The school, which was more than a century old, was forced to close in 2009 when the last few dozen children left to join a bigger one "because they couldn't make any friends", mayor Yoshinari Tomita told AFP.
The playground was removed after becoming dangerous due to a lack of maintenance, and the swimming pool is now used by ducks and dragonflies.
But the oldest part of the school, built in 1903, has been preserved, with local authorities working to bring the wooden rooms full of nostalgia back to life.
Public money is available to help municipalities manage old schools and repurpose the disused buildings to best serve their communities.
- 'Make the residents happy' -
Ashigakubo's premises host a weekly parent-child workshop and are sometimes rented for filming, cosplay events -- where fans dress up as game characters -- or business seminars.
And the site is profitable: the town of Yokoze last year made 200,000 yen ($1,340). Before the pandemic, it brought in even more.
It can also serve as an evacuation centre in the event of a natural disaster, after being brought up to required standards in 2019.
For this town of around 7,800 residents whose finances are shrinking along with its population, the Ashigakubo school building was too valuable to do without.
"I want to find ways to reuse (the school) that make the residents of the neighbourhood happy," mayor Tomita said.
- 8,580 schools closed -
Japan has the second oldest population in the world after Monaco.
It has 14.4 million children under the age of 15, barely 11.5 percent of the total population and four million fewer than at the start of the 2000s.
Between 2002 and 2020, 8,580 public schools closed, according to the education ministry.
Of the 7,400 of those still standing in 2021, 74.1 percent were being reused and only 2.9 percent were slated to be demolished.
These figures are, however, misleading because the reuse of buildings is often only partial, as in Ashigakubo.
- Turtles, records and sweet potatoes -
One former school in the Kochi region had its swimming pool turned into an aquarium by a non-profit looking after turtles.

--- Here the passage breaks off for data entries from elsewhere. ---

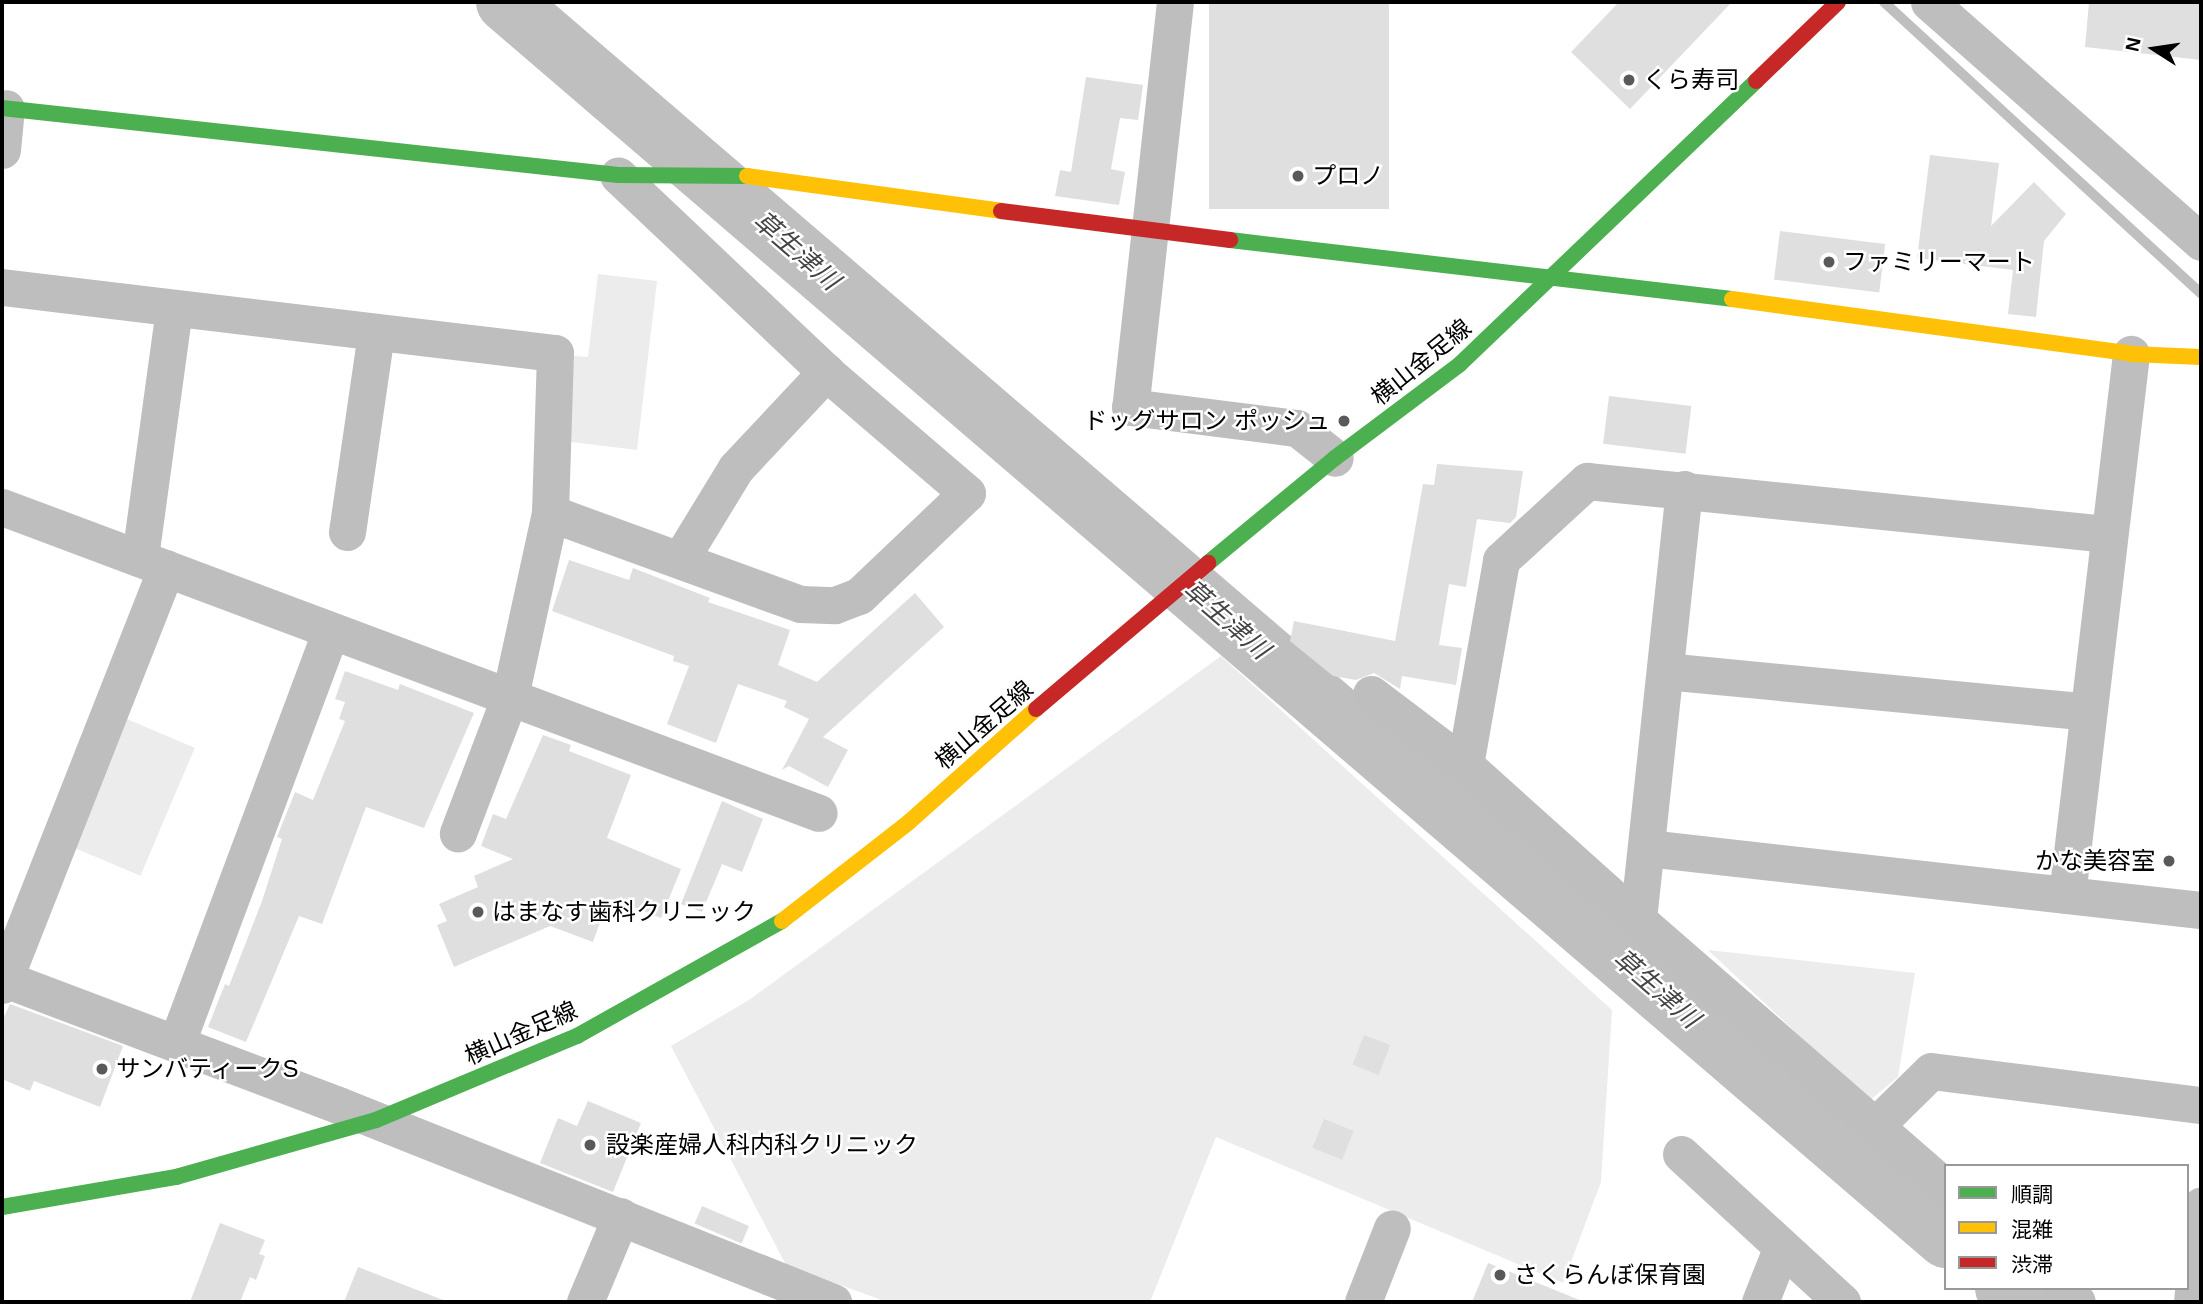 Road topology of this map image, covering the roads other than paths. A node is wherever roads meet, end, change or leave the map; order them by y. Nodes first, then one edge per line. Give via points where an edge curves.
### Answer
1 (1175, 2) edge
2 (1838, 2) edge
3 (1929, 2) edge
4 (4, 108) edge
5 (2, 150) edge
6 (618, 175) junction
7 (1149, 231) junction
8 (2201, 242) edge
9 (1555, 275) junction
10 (2, 287) edge
11 (174, 308) junction
12 (376, 332) junction
13 (2131, 354) junction
14 (2201, 358) edge
15 (826, 372) junction
16 (1335, 458) junction
17 (1684, 489) junction
18 (2, 508) edge
19 (550, 513) junction
20 (347, 533) dead end
21 (2108, 534) junction
22 (681, 558) junction
23 (153, 563) junction
24 (330, 632) junction
25 (1665, 671) junction
26 (1371, 694) dead end
27 (510, 696) junction
28 (2088, 712) junction
29 (1465, 765) junction
30 (819, 813) dead end
31 (458, 833) dead end
32 (1647, 848) junction
33 (2067, 895) junction
34 (2201, 910) edge
35 (1638, 920) junction
36 (2, 981) edge
37 (177, 1042) junction
38 (2201, 1105) edge
39 (376, 1120) junction
40 (1875, 1126) junction
41 (1681, 1154) dead end
42 (1944, 1186) edge
43 (2201, 1205) edge
44 (2, 1207) edge
45 (621, 1216) junction
46 (1392, 1228) dead end
47 (1781, 1249) junction
48 (2063, 1290) edge
49 (585, 1302) edge
50 (833, 1302) edge
51 (1363, 1302) edge
52 (1760, 1302) edge
53 (1842, 1302) edge
54 (2077, 1302) edge
55 (2192, 1302) edge

1 - 7 street
2 - 9 street, 横山金足線
3 - 8 street
4 - 5 street
4 - 6 street
6 - 7 street via 729,174
6 - 15 street
7 - 9 street
7 - 16 street via 1130,407 1297,428
9 - 13 street
9 - 16 street, 横山金足線 via 1460,365
10 - 11 street
11 - 12 street
11 - 23 street
12 - 19 street via 555,354
12 - 20 street
13 - 14 street
13 - 21 street
15 - 22 street via 736,468
15 - 22 street via 967,493 859,596 835,605 800,604
16 - 39 street, 横山金足線 via 1113,641 909,822 772,929 577,1036
17 - 21 street
17 - 25 street
17 - 29 street via 1587,481 1501,561
18 - 23 street
19 - 22 street
19 - 27 street
21 - 28 street
23 - 24 street
23 - 36 street
24 - 27 street
24 - 37 street
25 - 28 street
25 - 32 street
26 - 29 street
27 - 30 street
27 - 31 street
28 - 33 street
29 - 35 street
32 - 33 street
32 - 35 street
33 - 34 street
35 - 40 street
36 - 37 street
37 - 39 street
38 - 40 street via 1931,1071
39 - 44 street, 横山金足線 via 176,1177
39 - 45 street
40 - 42 street
41 - 47 street
43 - 55 street
45 - 49 street
45 - 50 street
46 - 51 street
47 - 52 street
47 - 53 street
48 - 54 street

Another in Mie houses a vinyl shop with about 40,000 records in two former classrooms.
In the town of Namegata, the population fell by 20 percent to around 30,000 between 2009 and 2023.
The number of children dropped by more than a third and the number of schools was slashed from 22 to seven.

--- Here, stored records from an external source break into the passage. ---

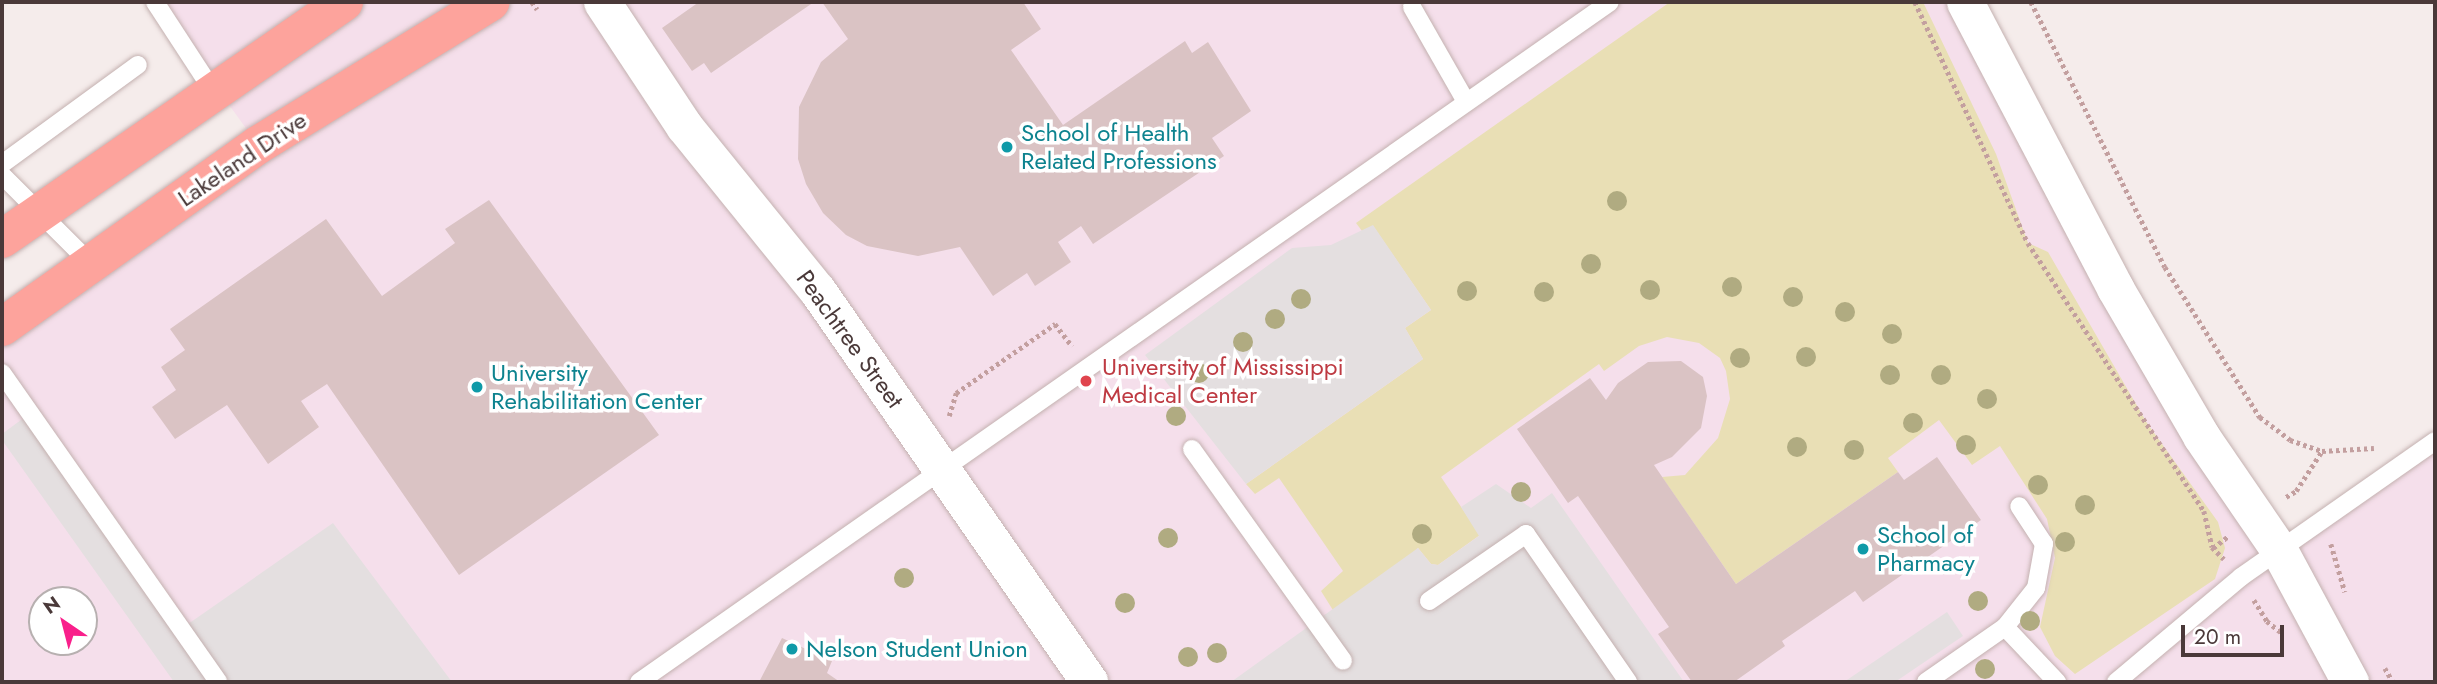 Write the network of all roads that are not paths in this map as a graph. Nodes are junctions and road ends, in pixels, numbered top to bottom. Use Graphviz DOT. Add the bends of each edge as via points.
graph roads {
  1 [pos="344,2"];
  2 [pos="491,2"];
  3 [pos="602,2"];
  4 [pos="1610,2"];
  5 [pos="1965,2"];
  6 [pos="165,5"];
  7 [pos="1412,7"];
  8 [pos="138,65"];
  9 [pos="213,91"];
  10 [pos="1465,100"];
  11 [pos="2,164"];
  12 [pos="2,174"];
  13 [pos="39,212"];
  14 [pos="2,239"];
  15 [pos="90,263"];
  16 [pos="2,327"];
  17 [pos="2,373"];
  18 [pos="2435,441"];
  19 [pos="1192,449"];
  20 [pos="944,471"];
  21 [pos="2019,506"];
  22 [pos="2279,550"];
  23 [pos="1429,601"];
  24 [pos="2005,627"];
  25 [pos="1343,661"];
  26 [pos="218,682"];
  27 [pos="639,682"];
  28 [pos="1089,682"];
  29 [pos="1628,682"];
  30 [pos="1926,682"];
  31 [pos="2057,682"];
  32 [pos="2116,682"];
  33 [pos="2350,682"];
  1 -- 9 [label="main road"];
  2 -- 15 [label="main road, Lakeland Drive" via="258,145"];
  3 -- 20 [label="street, Peachtree Street" via="684,126 817,290"];
  4 -- 10 [label="lane"];
  5 -- 22 [label="street" via="2115,288 2201,436"];
  6 -- 9 [label="lane"];
  7 -- 10 [label="lane"];
  8 -- 11 [label="lane"];
  9 -- 13 [label="main road"];
  10 -- 20 [label="lane"];
  12 -- 13 [label="lane"];
  13 -- 14 [label="main road"];
  13 -- 15 [label="lane"];
  15 -- 16 [label="main road, Lakeland Drive"];
  17 -- 26 [label="lane"];
  18 -- 22 [label="lane"];
  19 -- 25 [label="lane"];
  20 -- 27 [label="lane"];
  20 -- 28 [label="street, Peachtree Street"];
  21 -- 24 [label="lane" via="2044,544 2036,587"];
  22 -- 32 [label="lane"];
  22 -- 33 [label="street"];
  23 -- 29 [label="lane" via="1526,534"];
  24 -- 30 [label="lane"];
  24 -- 31 [label="lane"];
}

One of Namegata's disused schools was bought by a company that has transformed it since 2015 into an agricultural leisure park, featuring farm product shops and culinary workshops.
In pride of place is a museum dedicated to sweet potato, a beloved local speciality, including for desserts.
"This makes the residents happy, creates jobs and continues the production of the local speciality of sweet potatoes," said Tetsuro Kinoshita, a manager at the "Namegata Farmers Village".
"This is one of the exemplary cases of reusing a school in the country," said mayor Shuya Suzuki.
The ideal is to "make it something very close to the inhabitants, linked to the region, as the school has long been an emblem of the community", he said.
But other old schools in Namegata, too expensive to renovate, needed to be knocked down.
"This work is expensive and we cannot do it without the support of the state," Suzuki said.
"And we have little time left, because the duration of the subsidies is limited. It is very difficult to manage, but we do not have any other options."